» **Aim of the task**
Could you repeat the records below exactly, leaving out any pictures?

» **Information**
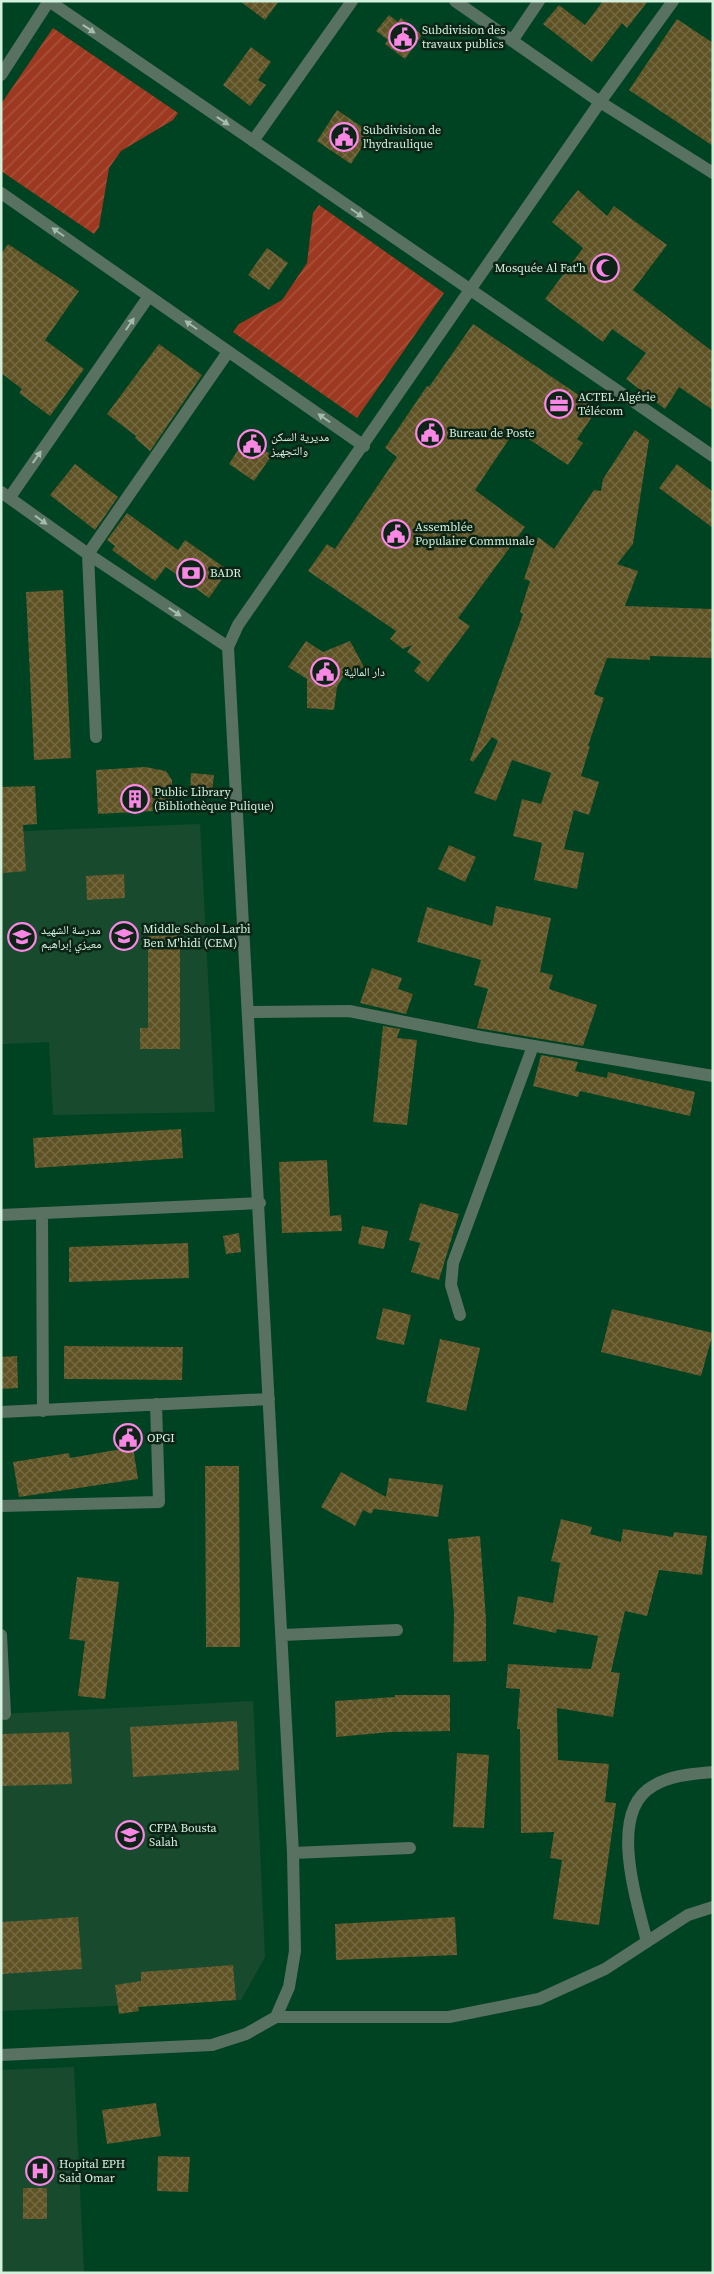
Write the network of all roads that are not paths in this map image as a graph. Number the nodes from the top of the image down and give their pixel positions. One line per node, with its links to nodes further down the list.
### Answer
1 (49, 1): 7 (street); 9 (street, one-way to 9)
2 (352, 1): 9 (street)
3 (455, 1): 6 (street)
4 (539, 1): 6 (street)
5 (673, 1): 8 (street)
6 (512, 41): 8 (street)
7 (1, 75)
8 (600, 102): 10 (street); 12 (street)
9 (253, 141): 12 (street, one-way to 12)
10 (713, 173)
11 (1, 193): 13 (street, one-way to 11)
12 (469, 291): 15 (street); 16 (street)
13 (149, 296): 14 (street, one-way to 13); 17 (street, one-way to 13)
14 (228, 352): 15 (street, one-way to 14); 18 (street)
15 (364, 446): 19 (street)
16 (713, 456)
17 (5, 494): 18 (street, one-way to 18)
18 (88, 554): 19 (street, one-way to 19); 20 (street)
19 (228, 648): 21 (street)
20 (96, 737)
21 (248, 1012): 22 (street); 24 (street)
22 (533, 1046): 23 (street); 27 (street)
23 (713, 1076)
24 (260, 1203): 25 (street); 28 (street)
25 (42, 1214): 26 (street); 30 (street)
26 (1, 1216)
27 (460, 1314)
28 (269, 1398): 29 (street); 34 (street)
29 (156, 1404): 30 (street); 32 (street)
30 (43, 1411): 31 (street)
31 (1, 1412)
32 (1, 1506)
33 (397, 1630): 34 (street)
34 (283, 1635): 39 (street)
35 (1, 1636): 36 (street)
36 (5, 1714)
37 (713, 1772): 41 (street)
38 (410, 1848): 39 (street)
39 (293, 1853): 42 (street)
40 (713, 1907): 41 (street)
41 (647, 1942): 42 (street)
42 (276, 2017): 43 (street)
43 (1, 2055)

» **Answer space**
Write the network of all roads that are not paths in this map image as a graph. Number the nodes from the top of the image down and give their pixel positions. One line per node, with its links to nodes further down the list.
### Answer
1 (49, 1): 7 (street); 9 (street, one-way to 9)
2 (352, 1): 9 (street)
3 (455, 1): 6 (street)
4 (539, 1): 6 (street)
5 (673, 1): 8 (street)
6 (512, 41): 8 (street)
7 (1, 75)
8 (600, 102): 10 (street); 12 (street)
9 (253, 141): 12 (street, one-way to 12)
10 (713, 173)
11 (1, 193): 13 (street, one-way to 11)
12 (469, 291): 15 (street); 16 (street)
13 (149, 296): 14 (street, one-way to 13); 17 (street, one-way to 13)
14 (228, 352): 15 (street, one-way to 14); 18 (street)
15 (364, 446): 19 (street)
16 (713, 456)
17 (5, 494): 18 (street, one-way to 18)
18 (88, 554): 19 (street, one-way to 19); 20 (street)
19 (228, 648): 21 (street)
20 (96, 737)
21 (248, 1012): 22 (street); 24 (street)
22 (533, 1046): 23 (street); 27 (street)
23 (713, 1076)
24 (260, 1203): 25 (street); 28 (street)
25 (42, 1214): 26 (street); 30 (street)
26 (1, 1216)
27 (460, 1314)
28 (269, 1398): 29 (street); 34 (street)
29 (156, 1404): 30 (street); 32 (street)
30 (43, 1411): 31 (street)
31 (1, 1412)
32 (1, 1506)
33 (397, 1630): 34 (street)
34 (283, 1635): 39 (street)
35 (1, 1636): 36 (street)
36 (5, 1714)
37 (713, 1772): 41 (street)
38 (410, 1848): 39 (street)
39 (293, 1853): 42 (street)
40 (713, 1907): 41 (street)
41 (647, 1942): 42 (street)
42 (276, 2017): 43 (street)
43 (1, 2055)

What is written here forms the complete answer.